Written by Safer Farms’ General Manager Tony Watson.

As a sector, agriculture consistently has the highest number of workplace injuries and fatalities in New Zealand.

It’s the same things killing people on farm every year – quad bikes, tractors, utes and being caught in machinery.

What if the answer started with a simple decision? Could it be as simple as a change of mind-set?

No one sets out to injure themselves during a normal workday, but it’s clear that pretty much every injury and fatality on farm is preventable. Sure there are lightning strikes and other ‘acts of God’, but a lot can be learned by listening to those who have been through an ‘accident’ or worse, listening to a grieving family and workmates left behind.

It’s clear there are usually a string of decisions, individually of little consequence, but one day they just happen to add up to a disaster on the farm.

Reducing injuries and fatalities isn’t going to be as easy as fencing off waterways. So what can be done? Firstly, when we are working on farm, we need to acknowledge that the decisions we make are going to have an impact on the result. As farmers, we are busy people, facing a range of pressures and uncertainties – from production, product pricing and changing regulations, to seasonal pressures, which are all sometimes compounded by shortage of people to help. That’s not to mention the obvious impact that weather has on the whole farm system. The pressure to get the job done can be huge, throw in some fatigue or distraction and you’ve just plucked the pin out of the grenade.

The more farmers we discuss this with, the more we realise that asking ourselves a few simple questions can have a massive impact. This is not ‘telling farmers how to farm’, but hoping you understand that it’s simply a decision: am I going to think about my own safety and the safety of those working on farm, or not?

We all need to find ways to do the job safely and efficiently while building safety in – not treating safety as a separate thing to consider.

It’s about asking ourselves: What could go wrong? What am I doing about it? Is that going to be enough?

Andrew Morrison, Chair of Beef + Lamb New Zealand and a retiring director of ALHSAG, said some farmers have stepped up and made health and safety a priority on the farm, but the sector needs to lift its game further.

Former WorkSafe CEO, Nicole Rosie’s move to a CEO role outside agriculture leaves a second ALHSAG director’s vacancy.  Nicole’s view is that the heart of the problem lies with many people in the sector thinking; “yes, there’s a problem, everyone else can change – but I don’t really think I want to”.

If this is the case, we really do have some work to do and it’s a leadership question we each need to answer. What is it in our individual and collective mind-set that is stopping us from seeing this as a problem?

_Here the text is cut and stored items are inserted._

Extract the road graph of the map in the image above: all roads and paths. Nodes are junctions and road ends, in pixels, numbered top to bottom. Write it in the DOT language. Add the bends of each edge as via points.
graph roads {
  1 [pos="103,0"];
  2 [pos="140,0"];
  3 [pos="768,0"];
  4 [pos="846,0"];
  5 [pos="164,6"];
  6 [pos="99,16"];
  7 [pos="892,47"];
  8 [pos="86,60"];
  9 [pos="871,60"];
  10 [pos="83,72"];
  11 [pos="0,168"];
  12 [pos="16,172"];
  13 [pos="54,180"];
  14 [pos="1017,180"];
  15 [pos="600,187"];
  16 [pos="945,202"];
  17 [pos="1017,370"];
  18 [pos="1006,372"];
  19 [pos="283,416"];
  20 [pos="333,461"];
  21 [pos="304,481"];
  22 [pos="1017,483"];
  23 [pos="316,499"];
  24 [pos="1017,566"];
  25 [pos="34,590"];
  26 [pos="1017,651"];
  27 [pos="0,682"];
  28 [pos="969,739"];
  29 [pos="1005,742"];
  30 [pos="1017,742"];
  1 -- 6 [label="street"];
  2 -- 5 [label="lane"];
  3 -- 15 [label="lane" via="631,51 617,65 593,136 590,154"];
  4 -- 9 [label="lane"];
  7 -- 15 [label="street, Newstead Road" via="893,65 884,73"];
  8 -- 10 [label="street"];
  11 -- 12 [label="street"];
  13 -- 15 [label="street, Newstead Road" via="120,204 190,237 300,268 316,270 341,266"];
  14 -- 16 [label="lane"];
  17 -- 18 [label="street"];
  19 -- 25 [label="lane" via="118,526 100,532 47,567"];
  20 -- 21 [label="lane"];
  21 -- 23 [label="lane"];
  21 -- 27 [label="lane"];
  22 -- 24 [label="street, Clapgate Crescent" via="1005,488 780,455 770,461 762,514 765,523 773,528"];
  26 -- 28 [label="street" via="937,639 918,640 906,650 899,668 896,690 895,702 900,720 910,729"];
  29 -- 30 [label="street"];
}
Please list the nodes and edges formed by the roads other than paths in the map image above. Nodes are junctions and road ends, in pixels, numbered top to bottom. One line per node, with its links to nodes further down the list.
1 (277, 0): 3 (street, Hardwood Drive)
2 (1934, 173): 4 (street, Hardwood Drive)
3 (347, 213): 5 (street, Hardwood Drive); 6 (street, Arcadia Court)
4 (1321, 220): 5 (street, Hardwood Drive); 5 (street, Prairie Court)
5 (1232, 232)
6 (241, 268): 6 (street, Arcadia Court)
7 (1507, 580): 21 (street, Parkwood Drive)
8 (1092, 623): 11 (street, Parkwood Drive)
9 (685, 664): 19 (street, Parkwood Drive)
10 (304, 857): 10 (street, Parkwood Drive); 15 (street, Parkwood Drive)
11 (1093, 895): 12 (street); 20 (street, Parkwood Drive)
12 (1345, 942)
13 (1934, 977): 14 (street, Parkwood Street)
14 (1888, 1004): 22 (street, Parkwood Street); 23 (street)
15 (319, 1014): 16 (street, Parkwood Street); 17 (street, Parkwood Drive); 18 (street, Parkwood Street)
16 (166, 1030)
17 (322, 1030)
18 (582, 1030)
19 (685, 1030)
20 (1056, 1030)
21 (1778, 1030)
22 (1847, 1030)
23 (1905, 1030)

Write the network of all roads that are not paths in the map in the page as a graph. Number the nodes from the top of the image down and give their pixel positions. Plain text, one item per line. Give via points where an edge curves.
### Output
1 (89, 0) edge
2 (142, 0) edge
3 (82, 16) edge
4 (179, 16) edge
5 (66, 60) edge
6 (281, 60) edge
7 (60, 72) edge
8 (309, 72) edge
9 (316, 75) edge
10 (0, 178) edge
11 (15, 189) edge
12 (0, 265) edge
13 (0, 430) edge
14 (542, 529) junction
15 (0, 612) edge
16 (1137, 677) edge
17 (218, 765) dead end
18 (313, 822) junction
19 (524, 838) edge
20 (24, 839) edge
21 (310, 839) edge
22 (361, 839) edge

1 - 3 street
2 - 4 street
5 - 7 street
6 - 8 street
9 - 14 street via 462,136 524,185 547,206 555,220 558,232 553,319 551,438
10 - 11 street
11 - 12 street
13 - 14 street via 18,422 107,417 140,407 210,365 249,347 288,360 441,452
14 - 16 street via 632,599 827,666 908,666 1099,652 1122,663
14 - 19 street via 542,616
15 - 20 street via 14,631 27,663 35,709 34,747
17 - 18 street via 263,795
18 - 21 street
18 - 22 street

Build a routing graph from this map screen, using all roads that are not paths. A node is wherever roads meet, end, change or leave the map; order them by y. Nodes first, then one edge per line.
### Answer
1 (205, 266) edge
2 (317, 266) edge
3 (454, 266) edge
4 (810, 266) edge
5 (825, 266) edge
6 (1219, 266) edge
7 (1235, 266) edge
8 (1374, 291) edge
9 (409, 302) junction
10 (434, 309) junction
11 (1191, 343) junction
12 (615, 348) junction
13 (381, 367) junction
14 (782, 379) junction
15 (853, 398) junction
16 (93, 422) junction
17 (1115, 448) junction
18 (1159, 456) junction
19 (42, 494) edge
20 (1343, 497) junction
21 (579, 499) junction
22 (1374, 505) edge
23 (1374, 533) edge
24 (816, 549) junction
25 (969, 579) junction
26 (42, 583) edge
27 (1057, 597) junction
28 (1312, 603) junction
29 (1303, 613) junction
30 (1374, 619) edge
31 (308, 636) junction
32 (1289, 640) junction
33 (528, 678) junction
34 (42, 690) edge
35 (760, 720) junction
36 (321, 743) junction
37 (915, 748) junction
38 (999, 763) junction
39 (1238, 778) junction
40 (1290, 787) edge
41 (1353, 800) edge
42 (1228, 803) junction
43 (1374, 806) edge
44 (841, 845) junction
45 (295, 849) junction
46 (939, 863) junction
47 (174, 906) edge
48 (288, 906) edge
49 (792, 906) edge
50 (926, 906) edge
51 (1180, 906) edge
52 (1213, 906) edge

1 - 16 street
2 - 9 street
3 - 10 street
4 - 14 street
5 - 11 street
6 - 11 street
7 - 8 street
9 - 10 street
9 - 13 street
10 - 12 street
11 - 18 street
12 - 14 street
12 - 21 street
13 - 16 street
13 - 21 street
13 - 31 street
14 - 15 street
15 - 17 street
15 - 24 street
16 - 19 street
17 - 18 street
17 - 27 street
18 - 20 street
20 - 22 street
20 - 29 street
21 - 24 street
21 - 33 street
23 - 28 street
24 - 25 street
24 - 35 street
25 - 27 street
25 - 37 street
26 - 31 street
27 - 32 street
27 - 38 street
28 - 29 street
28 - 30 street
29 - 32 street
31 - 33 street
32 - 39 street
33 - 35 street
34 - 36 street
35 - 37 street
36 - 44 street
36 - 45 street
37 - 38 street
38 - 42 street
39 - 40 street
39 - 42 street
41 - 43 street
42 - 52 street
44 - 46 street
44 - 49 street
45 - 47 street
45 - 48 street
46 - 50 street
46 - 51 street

If we think it’s not a problem – that’s the first thing we need to change!

When we think there is a problem and we don’t know the solution, then we can work collectively on that – we can learn from other farmers, from industry, from WorkSafe, other sectors and other countries.

We will make progress, just as the fresh water accord did.

People are still dying and being injured on farm, we need to stop burying our heads in the sand and take action.

We need to think about our own role in making the change and we need to think about the behaviour we want to see.

This problem is not going away – it’s not running downstream for someone else to deal with.

It won’t be a simple fix, it’s complex and it takes commitment but it starts with us.

More than anything, it’s going to take strong leadership and a commitment to want to change.

We don’t know all of the answers just yet, but if you all come with us, together we can fix it.